How does $0$ being an identity element of naturally ordered semigroup follow from its definition?

Question

In the context of naturally ordered semigroups, $0$ is defined as the semigroup's smallest element (in other words, ${\forall}x\,{\in}\,S:0\,{\preceq}\,x$ where $ S$ is our semigroup).

Natural numbers under addition are a naturally ordered semigroup. The source I'm using says that $0$ being the indentity element of $\mathbb{\ N}$ stems from the definition of $0$. How?

Answer 1

Let us agree what a naturally ordered semigroup is first.

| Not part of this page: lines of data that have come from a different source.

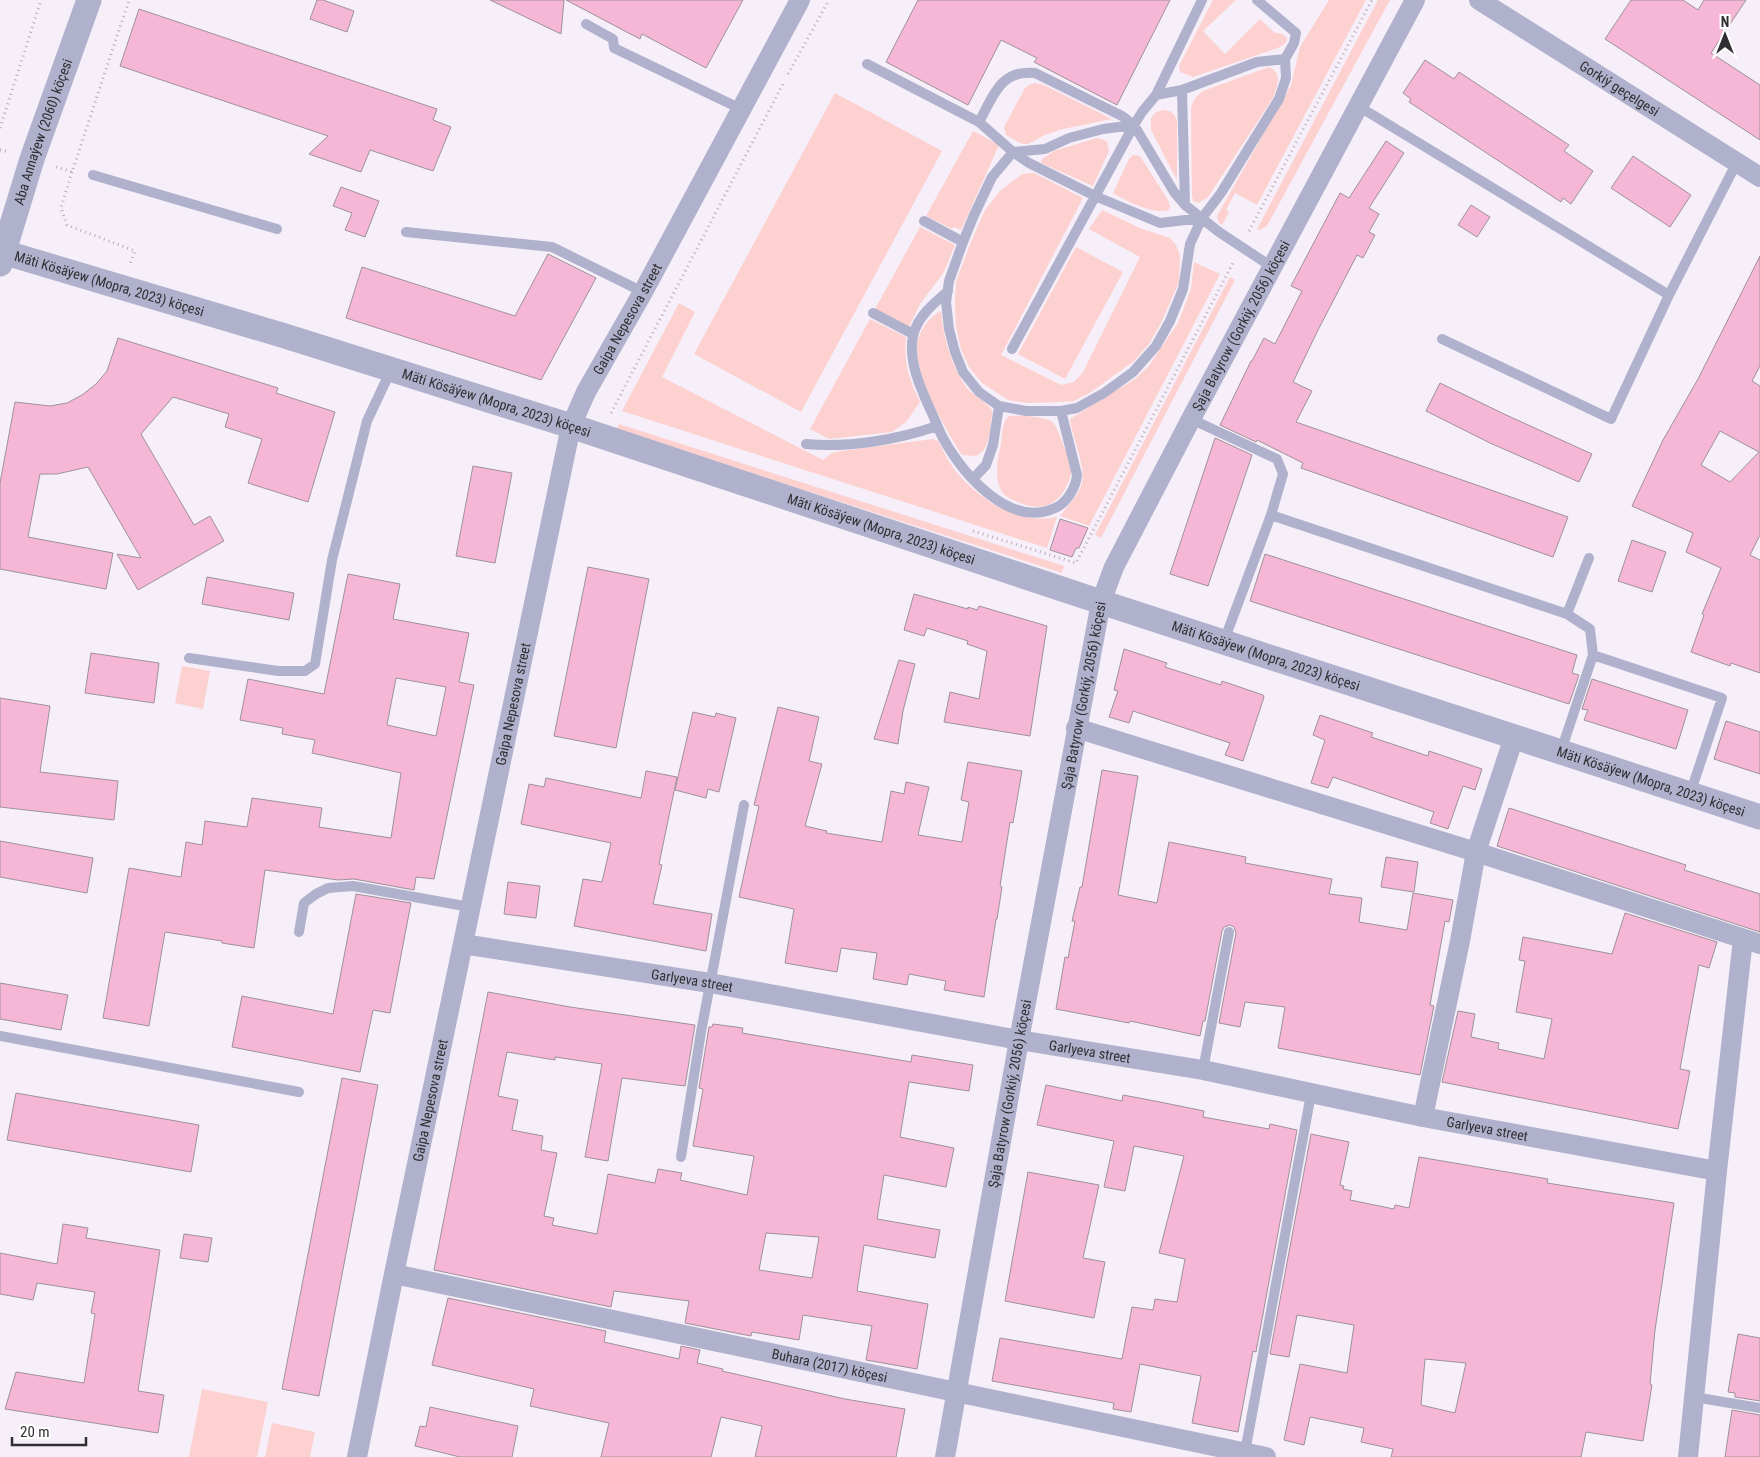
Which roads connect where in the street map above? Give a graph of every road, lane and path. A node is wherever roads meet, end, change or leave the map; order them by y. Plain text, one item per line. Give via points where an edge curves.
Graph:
1 (42, 0) edge
2 (90, 0) edge
3 (129, 0) edge
4 (800, 0) edge
5 (1202, 0) edge
6 (1257, 0) edge
7 (1415, 0) edge
8 (1478, 0) edge
9 (586, 24) dead end
10 (1285, 59) junction
11 (868, 64) dead end
12 (1182, 90) junction
13 (1156, 95) junction
14 (1358, 106) junction
15 (741, 109) junction
16 (979, 122) junction
17 (1134, 125) junction
18 (0, 128) edge
19 (0, 150) edge
20 (1013, 152) junction
21 (32, 159) junction
22 (1737, 162) junction
23 (72, 172) junction
24 (93, 175) dead end
25 (1760, 177) edge
26 (1095, 196) junction
27 (1185, 205) junction
28 (1202, 218) junction
29 (924, 221) dead end
30 (277, 229) dead end
31 (406, 232) dead end
32 (963, 242) junction
33 (1, 256) edge
34 (1272, 267) junction
35 (120, 287) junction
36 (948, 291) junction
37 (643, 292) junction
38 (1669, 295) junction
39 (873, 313) dead end
40 (913, 334) junction
41 (1442, 339) dead end
42 (1012, 349) dead end
43 (391, 370) junction
44 (999, 406) junction
45 (1060, 411) junction
46 (1190, 419) junction
47 (571, 426) junction
48 (937, 426) junction
49 (806, 444) dead end
50 (973, 480) junction
51 (1271, 515) junction
52 (1589, 558) dead end
53 (1101, 602) junction
54 (1567, 614) junction
55 (1224, 642) junction
56 (1592, 655) junction
57 (189, 658) dead end
58 (1076, 728) junction
59 (1514, 737) junction
60 (1561, 752) junction
61 (1690, 794) junction
62 (744, 805) dead end
63 (1760, 817) edge
64 (1476, 852) junction
65 (470, 907) junction
66 (299, 932) dead end
67 (1229, 932) dead end
68 (1752, 941) edge
69 (462, 944) junction
70 (710, 983) junction
71 (0, 1036) edge
72 (1019, 1040) junction
73 (1203, 1070) junction
74 (299, 1092) dead end
75 (1312, 1094) junction
76 (1423, 1117) junction
77 (680, 1157) dead end
78 (1717, 1170) junction
79 (394, 1274) junction
80 (956, 1392) junction
81 (1694, 1397) junction
82 (1760, 1408) edge
83 (1245, 1452) junction
84 (357, 1457) edge
85 (945, 1457) edge
86 (1266, 1457) edge
87 (1688, 1457) edge

1 - 18 path
2 - 21 street, Aba Annaýew (2060) köçesi
3 - 23 path
4 - 15 street, Gaipa Nepesova street
5 - 13 lane
6 - 10 lane via 1296,34
7 - 14 street, Şaja Batyrow (Gorkiý, 2056) köçesi
8 - 22 street, Gorkiý geçelgesi
9 - 15 lane via 613,39 614,48
10 - 12 lane via 1257,62
10 - 28 lane via 1286,78 1279,99
11 - 16 lane
12 - 13 lane
12 - 27 lane
13 - 17 lane
14 - 34 street, Şaja Batyrow (Gorkiý, 2056) köçesi
14 - 38 lane
15 - 37 street, Gaipa Nepesova street
16 - 17 lane via 1000,84 1024,71 1035,73
16 - 20 lane
17 - 20 lane via 1069,138 1045,149
17 - 26 lane
17 - 27 lane
19 - 21 path
20 - 26 lane via 1028,163
20 - 32 lane via 992,177
21 - 23 path
21 - 33 street, Aba Annaýew (2060) köçesi
22 - 25 street, Gorkiý geçelgesi
22 - 38 lane
23 - 35 path via 61,208 67,225 135,251
24 - 30 lane
26 - 28 lane via 1160,222
26 - 42 lane
27 - 28 lane
28 - 34 lane
28 - 45 lane via 1190,244 1183,289 1156,346 1133,372 1104,393 1077,408
29 - 32 lane
31 - 37 lane via 552,247
32 - 36 lane
33 - 35 street, Mäti Kösäýew (Mopra, 2023) köçesi
34 - 46 street, Şaja Batyrow (Gorkiý, 2056) köçesi
35 - 43 street, Mäti Kösäýew (Mopra, 2023) köçesi
36 - 40 lane via 933,303
36 - 44 lane via 949,329 963,372 979,392
37 - 47 street, Gaipa Nepesova street via 586,392
38 - 41 lane via 1611,419
39 - 40 lane
40 - 48 lane via 918,380
43 - 47 street, Mäti Kösäýew (Mopra, 2023) köçesi
43 - 57 lane via 367,422 332,560 315,664 305,671 278,671
44 - 45 lane via 1026,411
44 - 50 lane via 993,445 986,465
45 - 50 lane via 1077,474 1069,495 1058,506 1048,511 1023,512 1003,504
46 - 51 lane via 1277,460 1283,474
46 - 53 street, Şaja Batyrow (Gorkiý, 2056) köçesi via 1114,567
47 - 53 street, Mäti Kösäýew (Mopra, 2023) köçesi
47 - 65 street, Gaipa Nepesova street
48 - 49 lane via 896,437 828,446
48 - 50 lane
51 - 54 lane
51 - 55 lane
52 - 54 lane
53 - 55 street, Mäti Kösäýew (Mopra, 2023) köçesi
53 - 58 street, Şaja Batyrow (Gorkiý, 2056) köçesi
54 - 56 lane via 1590,628
55 - 59 street, Mäti Kösäýew (Mopra, 2023) köçesi
56 - 60 lane
56 - 61 lane via 1722,698
58 - 64 street
58 - 72 street, Şaja Batyrow (Gorkiý, 2056) köçesi
59 - 60 street, Mäti Kösäýew (Mopra, 2023) köçesi
59 - 64 street
60 - 61 street, Mäti Kösäýew (Mopra, 2023) köçesi
61 - 63 street, Mäti Kösäýew (Mopra, 2023) köçesi
62 - 70 lane
64 - 68 street
64 - 76 street
65 - 66 lane via 353,886 328,888 304,903
65 - 69 street, Gaipa Nepesova street
67 - 73 lane
68 - 78 street
69 - 70 street, Garlyeva street
69 - 79 street, Gaipa Nepesova street
70 - 72 street, Garlyeva street
70 - 77 lane
71 - 74 lane
72 - 73 street, Garlyeva street
72 - 80 street, Şaja Batyrow (Gorkiý, 2056) köçesi
73 - 75 street, Garlyeva street
75 - 76 street, Garlyeva street
75 - 83 lane
76 - 78 street, Garlyeva street
78 - 81 street
79 - 80 street, Buhara (2017) köçesi
79 - 84 street, Gaipa Nepesova street
80 - 83 street, Buhara (2017) köçesi
80 - 85 street, Şaja Batyrow (Gorkiý, 2056) köçesi
81 - 82 lane
81 - 87 street
83 - 86 street, Buhara (2017) köçesi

A naturally ordered semigroup is a triple $(X,+,\leq)$ where $X$ is a set $+$ is a binary operation and $\leq$ is a relation such that:

1. $(X,+)$ is a commutative semigroup (i.e $+$ is commutative and associative);
2. $(X,\leq)$ is a preorder (i.e $\leq$ is reflexive, transitive and anti-symmetric);
3. For all $x,y,z \in X$, we have $x \leq y \Rightarrow x+z \leq y +z$;
4. For all $(X,\leq)$ is well ordered;
5. For all $x,y,z\in X$, we have $x+z=y+z \Rightarrow x=y$;
6. For all $x,y \in X$, we have $x \leq y \Rightarrow $ there exists $w$ such that w+x=y$;

Suppose $X$ is not empty. Since $(X,\leq)$ is well ordered it has a least element $0$. We will prove that $0$ is the identity element of $(X,+)$. Since $0 \leq 0$ it follows by (6) that there exists $w$ such that $0+w=0$. However $0 \leq w$ and hence (by (3)) $0+0 \leq 0+w=0$. This means that $0+0=0$ (since $0\leq 0+0$ and $\leq$ is anti-symmetric). Next since $0 \leq x$ it follows by (6) that there exists $u$ such that $u+0=x$, and so we have $x +0=(u+0)+0=u+(0+0)=u+0=x$ as required.